Increased availability of motor vehicles after World War I encouraged bulk transport of milk to minimize inefficient handling, washing and redistribution of milk cans. A standard 46.5 USqt milk can weighed 27 lb and held 86 lb of milk. Farmers needed two sets of milk cans so one might be filled while the other was at the dairy. Early milk cans had been soldered from three pieces, but they were later replaced by rolled and molded single-piece cans, which avoided uncleaned cracks in the solder joints. Milk tank cars were first made of glass-lined steel, and later of stainless steel. These tanks were often enclosed for insulation within a car body resembling a boxcar. These tank cars were usually filled with milk pre-cooled to 38 °F at a central collection point just prior to pickup by a milk train with a delivery schedule avoiding need for additional cooling during transit. Milk was shipped from Wisconsin to Florida as a test; and the temperature rose only a single degree Fahrenheit (1 F-change) during a trip lasting 101 hours.
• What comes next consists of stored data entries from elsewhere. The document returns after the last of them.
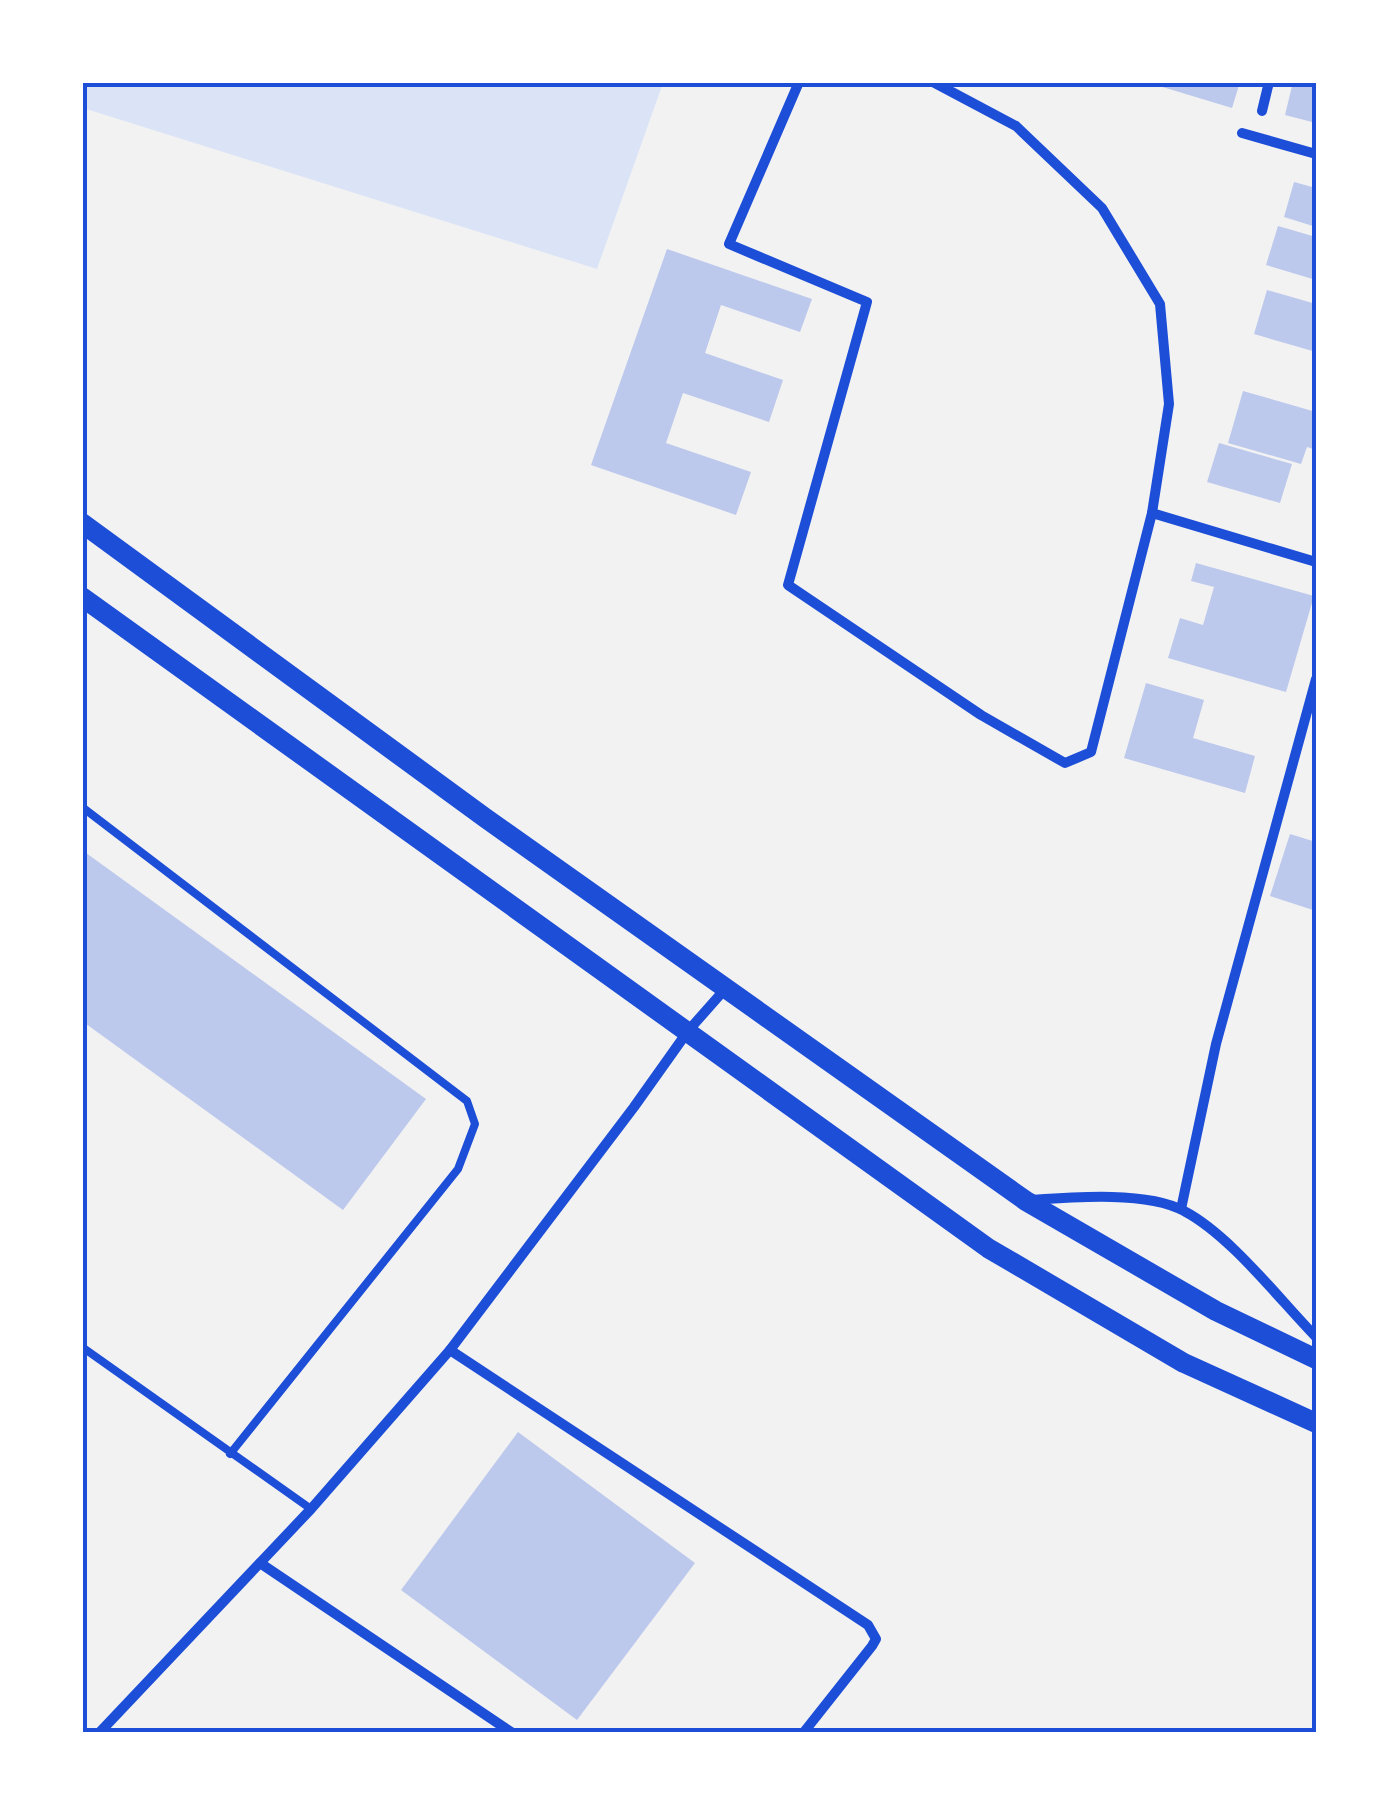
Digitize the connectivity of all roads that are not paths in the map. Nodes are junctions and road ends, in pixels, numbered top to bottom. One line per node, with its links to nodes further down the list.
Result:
1 (799, 82): 7 (street)
2 (933, 82): 7 (street)
3 (1269, 82): 4 (street)
4 (1262, 111)
5 (1242, 134): 6 (street)
6 (1316, 154)
7 (1152, 513): 9 (street)
8 (82, 524): 13 (main road)
9 (1316, 562)
10 (82, 597): 14 (main road)
11 (1316, 679): 16 (street)
12 (82, 807): 22 (lane)
13 (726, 988): 14 (street); 15 (main road)
14 (688, 1031): 19 (street); 21 (main road)
15 (1026, 1200): 16 (street); 20 (main road)
16 (1182, 1209): 17 (street)
17 (1316, 1337)
18 (82, 1347): 22 (lane)
19 (450, 1350): 23 (street); 27 (street)
20 (1316, 1359)
21 (1316, 1423)
22 (230, 1454): 23 (lane)
23 (311, 1509): 24 (street)
24 (260, 1563): 25 (street); 26 (street)
25 (100, 1732)
26 (511, 1732)
27 (804, 1732)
Caspar Pfaudler invented a method of lining cast iron tanks with glass while working with the brewing industry. The first glass-lined tanks were built by the Dickson Manufacturing Company in 1887; and the Pure Food and Drug Act of 1906 increased use of these tanks for milk products. The Boston and Maine Railroad (B&M) was using a milk car with glass-lined steel tanks in 1910. Pfaudler designed what became a standard milk car with two 3000 USgal tanks inside a closed car. Earlier cars featured a removable roof to replace damaged tanks, but the tanks proved durable enough to eliminate that feature from later production. Pfaudler cars included brine coils to cool the car at the creamery, and an electric stirring mechanism to keep butterfat distributed through the milk and minimize deposition on the interior of the tank. Stirring also helped maintain a uniform temperature throughout the tank.

==Peak use and decline==
Large cities in the eastern United States encouraged nearby rural areas to specialize in production of milk, but milk cars were transporting milk up to 300 mi by 1900. Railroads connecting these rural areas to cities scheduled daily milk trains (sometimes called milk runs) to pick up loaded milk cars from collection points along their route. These trains sometimes carried a mail car and a passenger car. Milk trains usually arrived at their destination cities in the late evening so the milk could be unloaded and processed for delivery the following morning. A returning train of empty milk cars departed the city in the early morning hours. These were often the last scheduled passenger trains serving those rural areas, and most milk was traveling in highway trucks by 1960. Rail transport of milk peaked in 1931 when the Official Railway Equipment Register listed 2174 railway-owned milk cars and 480 cars owned by shippers. Most railway-owned milk cars were made of wood; but the Erie Railroad built over two hundred steel cars in the 1930s, and fifty steel cars delivered to B&M in 1958 were the last milk cars built for United States railroads. The last fifteen were numbered 1900–1914, and equipped with gasoline-powered mechanical refrigeration to transport bottled milk as a unit train from Bellows Falls, Vermont to First National Stores in Somerville, Massachusetts. B&M cars numbered 1915-1934 were built without mechanical refrigeration and served as insulated boxcars when no longer needed for milk transport. After bottled milk loadings ended in 1964, B&M made the last United States delivery of bulk milk in August 1972 to Boston from Eagle Bridge, New York.